EXERCISE INSTRUCTIONS
Find the lines in the entries that follow where the word "McFarland" occurs, and state how many there are, with no other words.

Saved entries
--------------------------------------------------
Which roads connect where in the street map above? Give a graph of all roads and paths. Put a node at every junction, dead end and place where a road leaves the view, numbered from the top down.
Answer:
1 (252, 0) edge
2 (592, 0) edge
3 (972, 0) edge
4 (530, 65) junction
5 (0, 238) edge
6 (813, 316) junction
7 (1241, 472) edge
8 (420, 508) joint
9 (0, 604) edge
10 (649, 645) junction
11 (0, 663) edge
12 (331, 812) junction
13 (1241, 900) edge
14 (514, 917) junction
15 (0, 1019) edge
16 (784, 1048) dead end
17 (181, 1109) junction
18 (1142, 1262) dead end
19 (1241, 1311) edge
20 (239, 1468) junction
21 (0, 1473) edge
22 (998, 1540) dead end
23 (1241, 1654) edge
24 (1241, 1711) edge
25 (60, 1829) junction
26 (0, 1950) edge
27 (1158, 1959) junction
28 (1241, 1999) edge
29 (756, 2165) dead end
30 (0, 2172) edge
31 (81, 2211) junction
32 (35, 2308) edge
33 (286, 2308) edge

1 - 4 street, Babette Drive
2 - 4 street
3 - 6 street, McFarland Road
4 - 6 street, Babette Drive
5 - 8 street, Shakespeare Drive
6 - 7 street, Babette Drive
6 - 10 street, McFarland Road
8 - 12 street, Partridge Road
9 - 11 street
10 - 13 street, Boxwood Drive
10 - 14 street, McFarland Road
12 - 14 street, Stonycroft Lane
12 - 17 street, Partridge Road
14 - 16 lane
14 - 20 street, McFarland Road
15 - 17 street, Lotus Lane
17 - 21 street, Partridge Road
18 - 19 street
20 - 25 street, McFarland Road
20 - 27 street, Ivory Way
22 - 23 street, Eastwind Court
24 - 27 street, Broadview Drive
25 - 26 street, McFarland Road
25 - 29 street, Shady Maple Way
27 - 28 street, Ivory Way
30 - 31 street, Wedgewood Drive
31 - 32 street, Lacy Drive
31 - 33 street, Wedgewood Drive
--------------------------------------------------
RESPONSE
6